—Oui, je comprends, et ton plan est certes bien imaginé. Mais l'exécution n'en est pas facile. Gagner la confiance de la citoyenne, comment?
—Rien de plus facile, au contraire, si tu veux me seconder.
—Tu as un moyen?
—Notre ci-devant chanoinesse est détenue au Luxembourg. Suppose que je sois nommé geôlier dans cette prison. Me voilà en relations quotidiennes avec la citoyenne. Je feins de m'intéresser à elle, de vouloir la sauver…
—Oui, oui, je comprends. Je comprends et je t'admire, car tu es un habile homme. Mais moi, que dois-je faire?
—Obtenir de Fouquier-Tinville ma nomination comme geôlier au Luxembourg. Tu me feras passer pour un de tes amis, bon patriote. D'ailleurs, je suis connu pour mon civisme. À la Commune et aux jacobins, vingt voix affirmeront que mes opinions sont pures et que jamais je ne tombai dans le modérantisme.
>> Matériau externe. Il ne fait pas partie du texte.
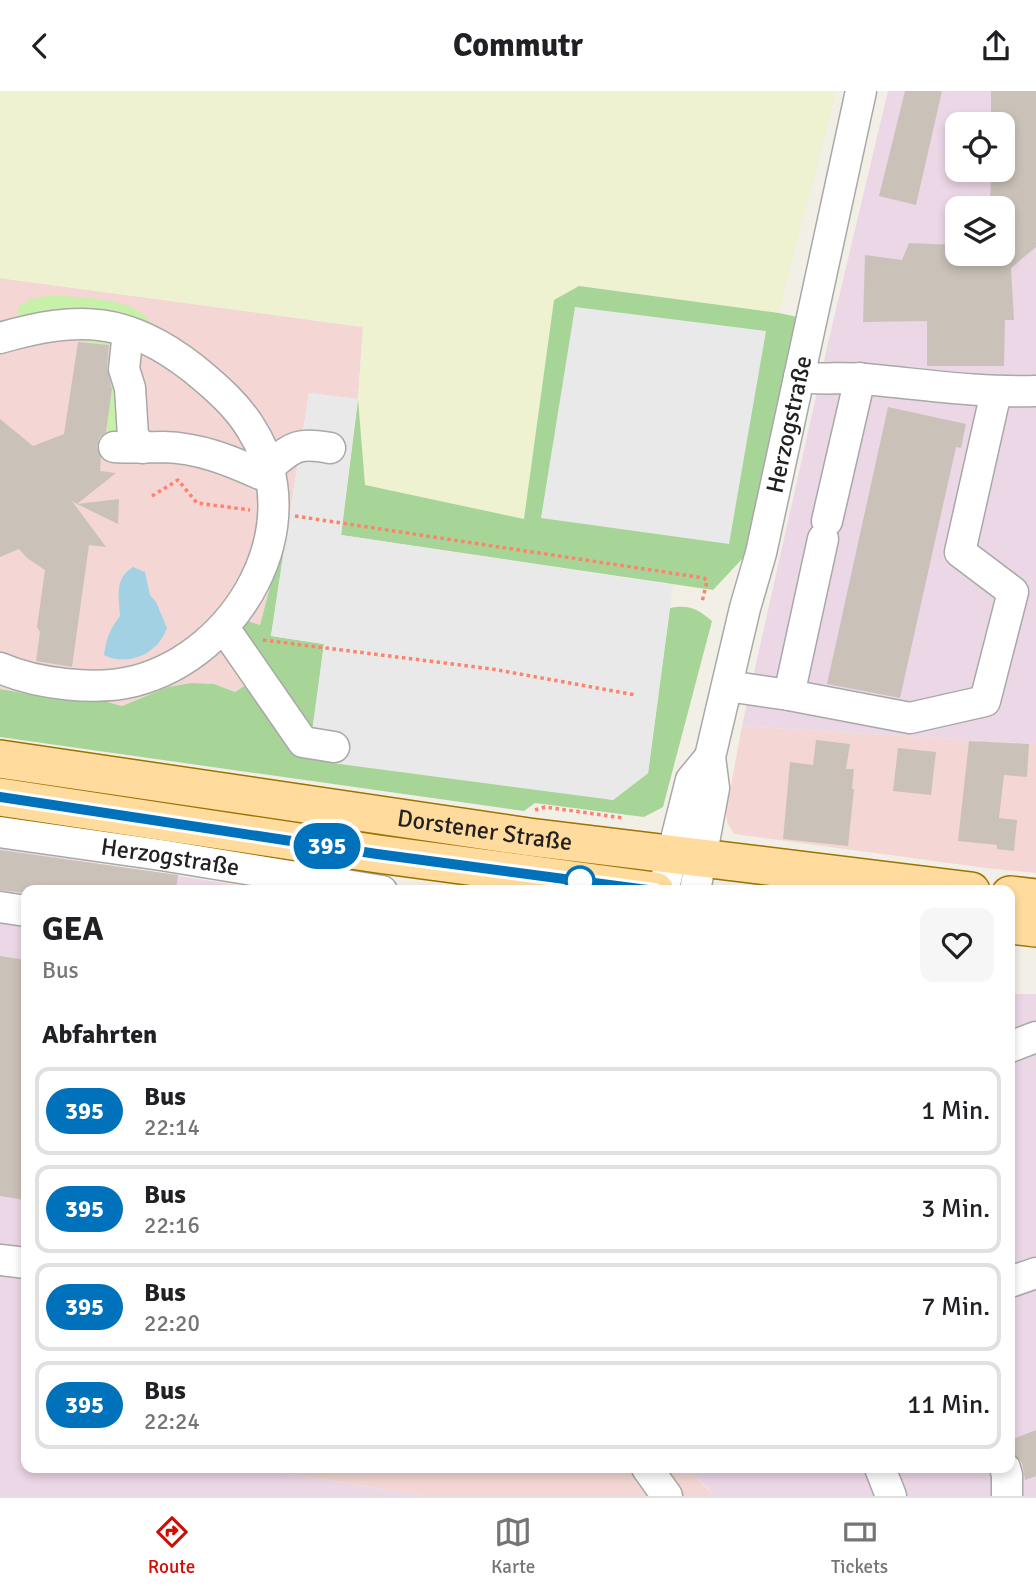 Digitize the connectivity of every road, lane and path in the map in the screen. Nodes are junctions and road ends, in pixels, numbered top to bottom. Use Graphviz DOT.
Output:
graph roads {
  1 [pos="861,91"];
  2 [pos="128,331"];
  3 [pos="0,338"];
  4 [pos="799,377"];
  5 [pos="860,378"];
  6 [pos="1036,391"];
  7 [pos="996,392"];
  8 [pos="114,447"];
  9 [pos="144,448"];
  10 [pos="330,448"];
  11 [pos="268,468"];
  12 [pos="152,496"];
  13 [pos="275,513"];
  14 [pos="702,602"];
  15 [pos="226,632"];
  16 [pos="0,668"];
  17 [pos="727,686"];
  18 [pos="636,695"];
  19 [pos="789,695"];
  20 [pos="334,747"];
  21 [pos="0,759"];
  22 [pos="0,797"];
  23 [pos="0,832"];
  24 [pos="689,868"];
  25 [pos="236,880"];
  26 [pos="306,885"];
  27 [pos="610,885"];
  28 [pos="670,885"];
  29 [pos="897,885"];
  30 [pos="1015,896"];
  31 [pos="1036,898"];
  32 [pos="0,907"];
  33 [pos="21,910"];
  34 [pos="1015,926"];
  35 [pos="1036,928"];
  36 [pos="1036,1037"];
  37 [pos="1015,1045"];
  38 [pos="0,1260"];
  39 [pos="21,1262"];
  40 [pos="1036,1273"];
  41 [pos="1015,1280"];
  42 [pos="651,1473"];
  43 [pos="882,1473"];
  44 [pos="1006,1473"];
  45 [pos="667,1496"];
  46 [pos="891,1496"];
  47 [pos="1007,1496"];
  1 -- 4 [label="street, Herzogstraße"];
  2 -- 3 [label="street"];
  2 -- 9 [label="street"];
  2 -- 11 [label="street"];
  4 -- 5 [label="street"];
  4 -- 17 [label="street, Herzogstraße"];
  5 -- 7 [label="street"];
  5 -- 19 [label="street"];
  6 -- 7 [label="street"];
  7 -- 19 [label="street"];
  8 -- 9 [label="street"];
  9 -- 11 [label="street"];
  10 -- 11 [label="street"];
  11 -- 13 [label="street"];
  12 -- 13 [label="path"];
  13 -- 14 [label="path"];
  13 -- 15 [label="street"];
  15 -- 16 [label="street"];
  15 -- 18 [label="path"];
  15 -- 20 [label="street"];
  17 -- 19 [label="street"];
  17 -- 24 [label="street, Herzogstraße"];
  21 -- 24 [label="main road, Dorstener Straße"];
  22 -- 27 [label="main road, Dorstener Straße"];
  23 -- 25 [label="street, Herzogstraße"];
  24 -- 28 [label="street, Herzogstraße"];
  24 -- 29 [label="main road, Dorstener Straße"];
  25 -- 26 [label="street, Herzogstraße"];
  30 -- 31 [label="main road"];
  32 -- 33 [label="street"];
  34 -- 35 [label="main road"];
  36 -- 37 [label="street"];
  38 -- 39 [label="street"];
  40 -- 41 [label="street"];
  42 -- 45 [label="street"];
  43 -- 46 [label="street"];
  44 -- 47 [label="street"];
} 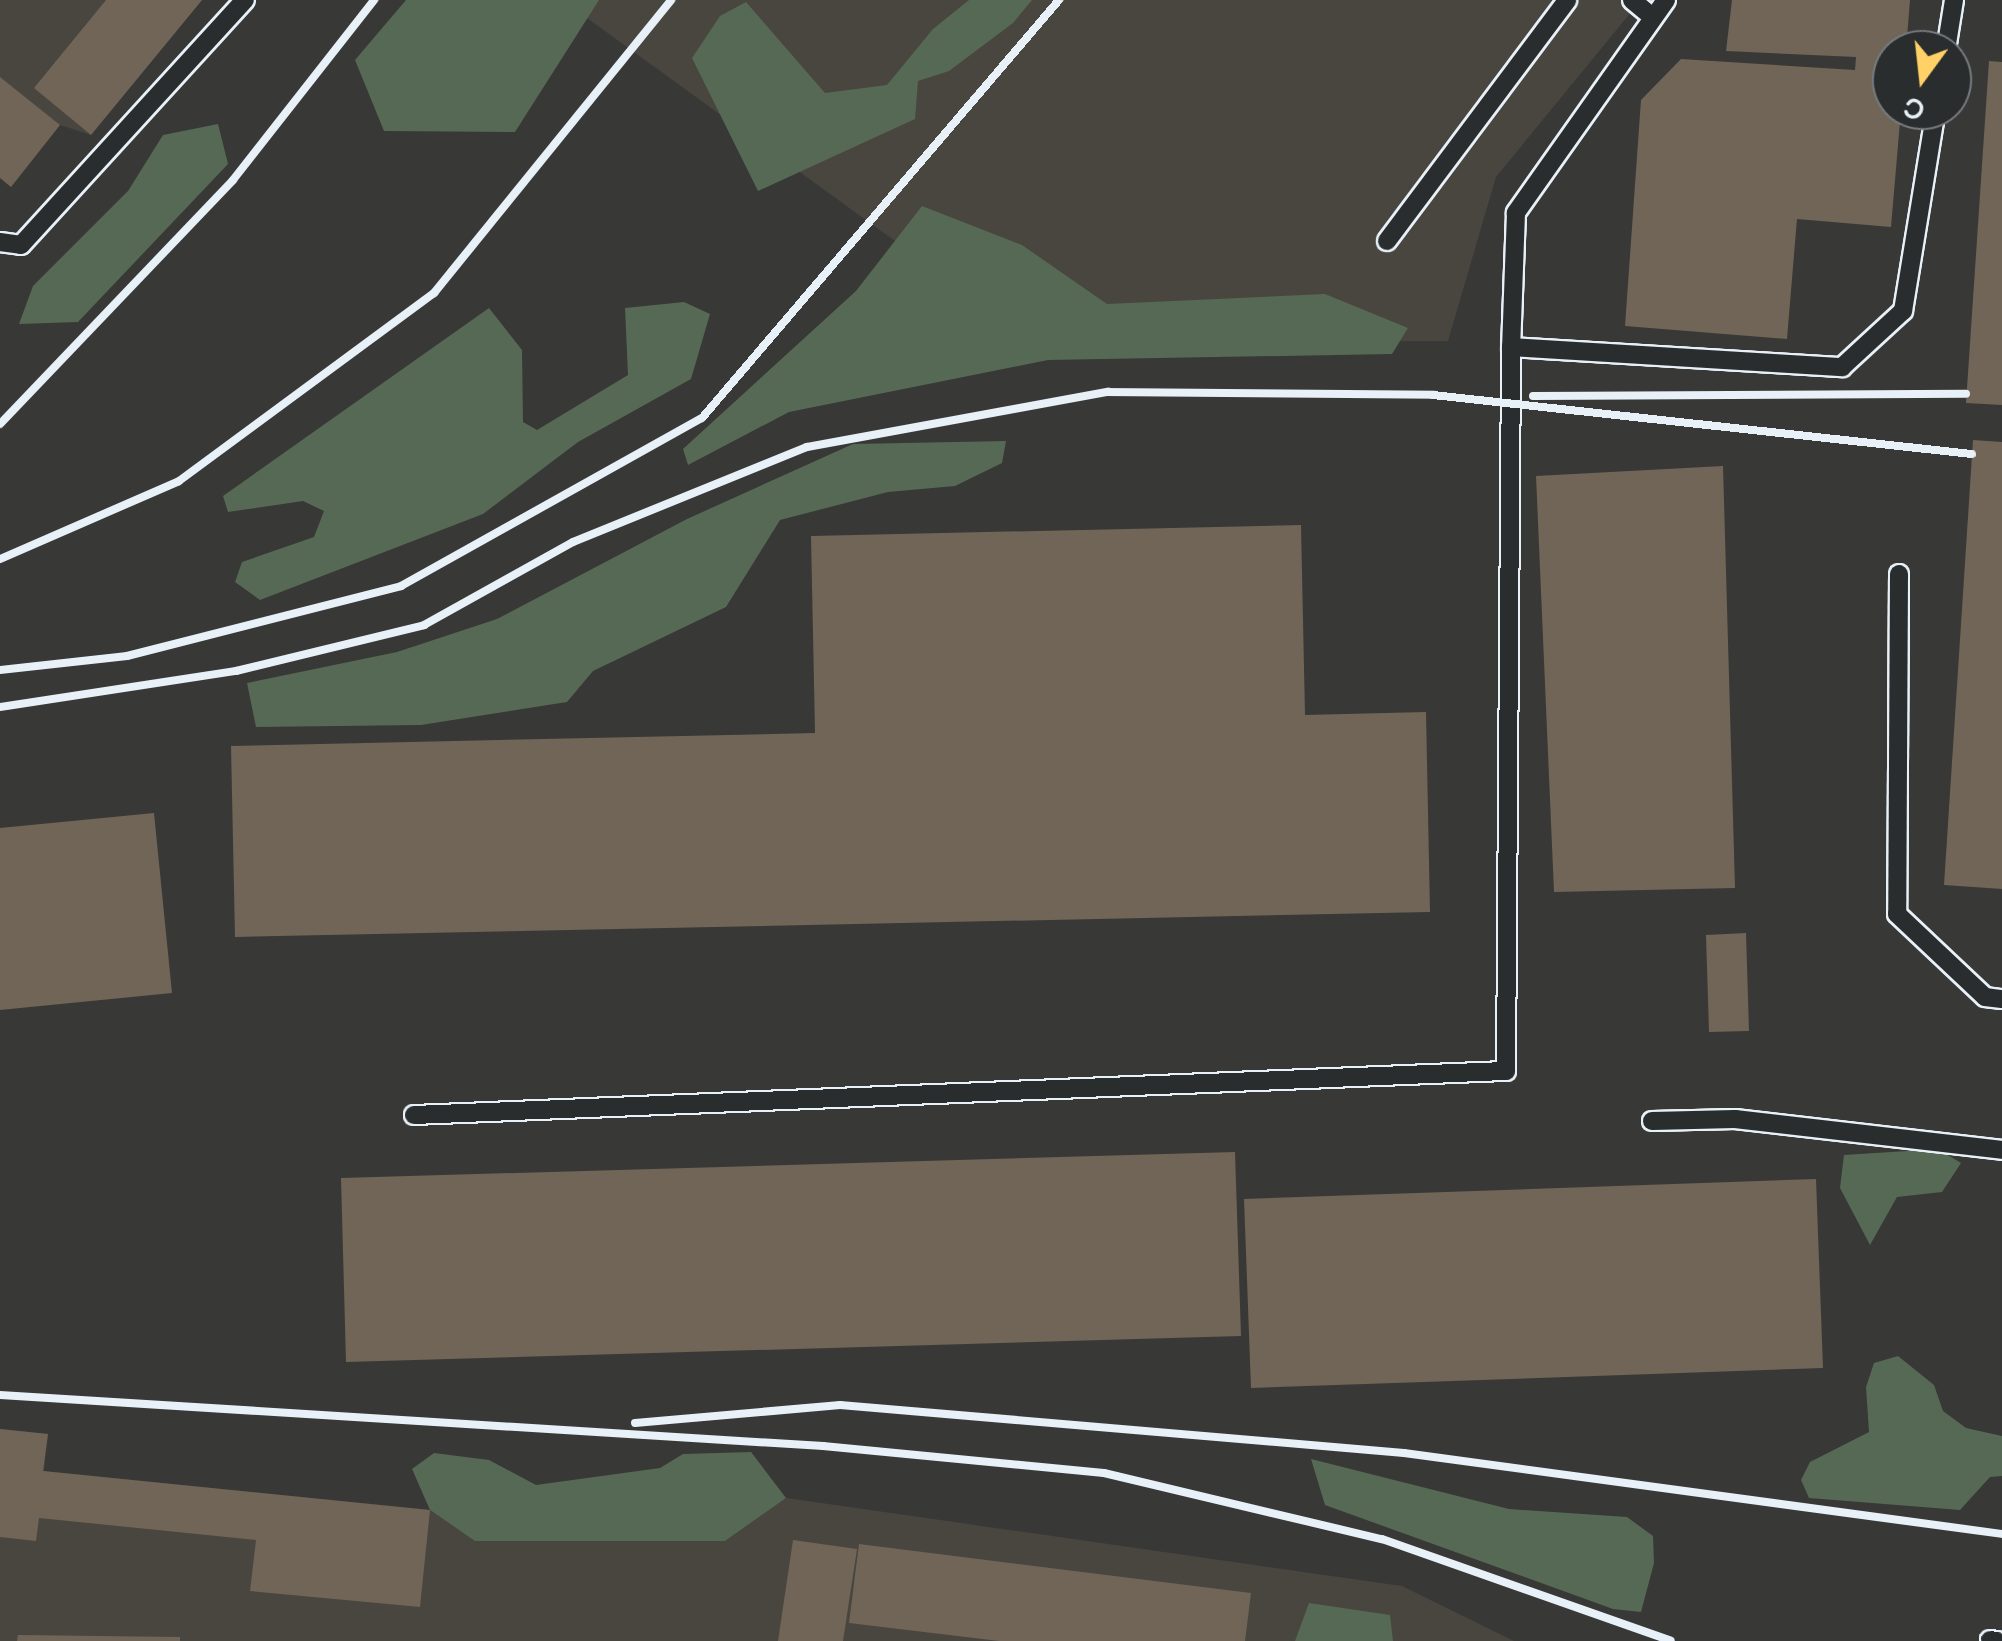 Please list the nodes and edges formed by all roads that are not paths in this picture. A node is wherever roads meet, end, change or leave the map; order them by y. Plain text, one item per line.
1 (244, 0) edge
2 (1567, 0) edge
3 (1632, 0) edge
4 (1666, 0) edge
5 (1954, 0) edge
6 (1652, 17) junction
7 (1949, 30) edge
8 (1933, 130) edge
9 (1387, 241) dead end
10 (0, 242) edge
11 (1512, 347) junction
12 (1899, 574) dead end
13 (2002, 999) edge
14 (414, 1115) dead end
15 (1652, 1121) dead end
16 (2002, 1150) edge

1 - 10 lane
2 - 9 lane
3 - 6 lane
4 - 6 lane
5 - 7 lane
6 - 11 lane
8 - 11 lane
11 - 14 lane
12 - 13 lane
15 - 16 lane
—Il suffira que je me porte garant pour toi, observa fièrement Joseph
Moulette. Fouquier-Tinville n'a rien à me refuser.
—Ce n'est pas tout, ajouta Valleroy, qui puisait l'imperturbable aplomb de son mensonge dans le souvenir qu'il avait gardé de la crédulité de Joseph Moulette, puisque ton crédit est tel que tu le dis, l'opération peut devenir plus lucrative que je n'espérais. La ci-devant Jussac possède un château aux environs de Compiègne. Après sa mort, ce château sera confisqué, mis en vente et nous tâcherons de nous le faire adjuger à bas prix. Il serait donc à souhaiter que, jusque-là, sous prétexte de frapper les aristocrates dans leurs biens comme dans leur vie, les jacobins de Compiègne n'allassent pas le détériorer.
—Ordre sera donné à la municipalité de cette ville d'y mettre bonne garde.